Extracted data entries
----

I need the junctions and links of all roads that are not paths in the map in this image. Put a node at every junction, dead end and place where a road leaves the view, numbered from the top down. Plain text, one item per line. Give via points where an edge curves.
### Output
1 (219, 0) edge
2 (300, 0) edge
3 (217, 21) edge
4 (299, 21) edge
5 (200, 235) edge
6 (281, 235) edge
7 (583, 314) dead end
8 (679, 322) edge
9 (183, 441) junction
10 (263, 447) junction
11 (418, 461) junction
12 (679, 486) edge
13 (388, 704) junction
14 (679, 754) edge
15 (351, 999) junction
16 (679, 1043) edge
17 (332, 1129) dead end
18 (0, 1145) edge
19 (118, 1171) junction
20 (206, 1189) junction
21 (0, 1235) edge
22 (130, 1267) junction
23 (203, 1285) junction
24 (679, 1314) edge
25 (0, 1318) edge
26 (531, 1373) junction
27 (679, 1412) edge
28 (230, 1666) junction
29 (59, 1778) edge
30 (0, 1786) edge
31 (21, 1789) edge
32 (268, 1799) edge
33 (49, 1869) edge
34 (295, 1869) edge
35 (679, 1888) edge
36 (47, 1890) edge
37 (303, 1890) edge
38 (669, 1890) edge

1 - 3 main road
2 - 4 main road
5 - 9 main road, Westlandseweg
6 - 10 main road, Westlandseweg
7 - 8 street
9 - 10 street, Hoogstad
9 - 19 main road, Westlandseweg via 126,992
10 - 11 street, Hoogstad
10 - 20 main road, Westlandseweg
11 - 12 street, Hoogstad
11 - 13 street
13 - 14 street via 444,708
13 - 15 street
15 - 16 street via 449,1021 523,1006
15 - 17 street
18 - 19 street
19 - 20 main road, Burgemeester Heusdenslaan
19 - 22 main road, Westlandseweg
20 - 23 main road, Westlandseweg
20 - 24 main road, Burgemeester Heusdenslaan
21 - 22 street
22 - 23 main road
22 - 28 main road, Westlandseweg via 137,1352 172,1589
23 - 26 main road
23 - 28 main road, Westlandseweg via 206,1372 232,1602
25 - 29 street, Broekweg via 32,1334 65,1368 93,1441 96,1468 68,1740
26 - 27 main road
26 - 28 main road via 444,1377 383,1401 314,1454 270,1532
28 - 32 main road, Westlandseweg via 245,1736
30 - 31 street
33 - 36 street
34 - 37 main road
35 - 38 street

----

What you return must match the records above exactly.

Exercise solution
I need the junctions and links of all roads that are not paths in the map in this image. Put a node at every junction, dead end and place where a road leaves the view, numbered from the top down. Plain text, one item per line. Give via points where an edge curves.
### Output
1 (219, 0) edge
2 (300, 0) edge
3 (217, 21) edge
4 (299, 21) edge
5 (200, 235) edge
6 (281, 235) edge
7 (583, 314) dead end
8 (679, 322) edge
9 (183, 441) junction
10 (263, 447) junction
11 (418, 461) junction
12 (679, 486) edge
13 (388, 704) junction
14 (679, 754) edge
15 (351, 999) junction
16 (679, 1043) edge
17 (332, 1129) dead end
18 (0, 1145) edge
19 (118, 1171) junction
20 (206, 1189) junction
21 (0, 1235) edge
22 (130, 1267) junction
23 (203, 1285) junction
24 (679, 1314) edge
25 (0, 1318) edge
26 (531, 1373) junction
27 (679, 1412) edge
28 (230, 1666) junction
29 (59, 1778) edge
30 (0, 1786) edge
31 (21, 1789) edge
32 (268, 1799) edge
33 (49, 1869) edge
34 (295, 1869) edge
35 (679, 1888) edge
36 (47, 1890) edge
37 (303, 1890) edge
38 (669, 1890) edge

1 - 3 main road
2 - 4 main road
5 - 9 main road, Westlandseweg
6 - 10 main road, Westlandseweg
7 - 8 street
9 - 10 street, Hoogstad
9 - 19 main road, Westlandseweg via 126,992
10 - 11 street, Hoogstad
10 - 20 main road, Westlandseweg
11 - 12 street, Hoogstad
11 - 13 street
13 - 14 street via 444,708
13 - 15 street
15 - 16 street via 449,1021 523,1006
15 - 17 street
18 - 19 street
19 - 20 main road, Burgemeester Heusdenslaan
19 - 22 main road, Westlandseweg
20 - 23 main road, Westlandseweg
20 - 24 main road, Burgemeester Heusdenslaan
21 - 22 street
22 - 23 main road
22 - 28 main road, Westlandseweg via 137,1352 172,1589
23 - 26 main road
23 - 28 main road, Westlandseweg via 206,1372 232,1602
25 - 29 street, Broekweg via 32,1334 65,1368 93,1441 96,1468 68,1740
26 - 27 main road
26 - 28 main road via 444,1377 383,1401 314,1454 270,1532
28 - 32 main road, Westlandseweg via 245,1736
30 - 31 street
33 - 36 street
34 - 37 main road
35 - 38 street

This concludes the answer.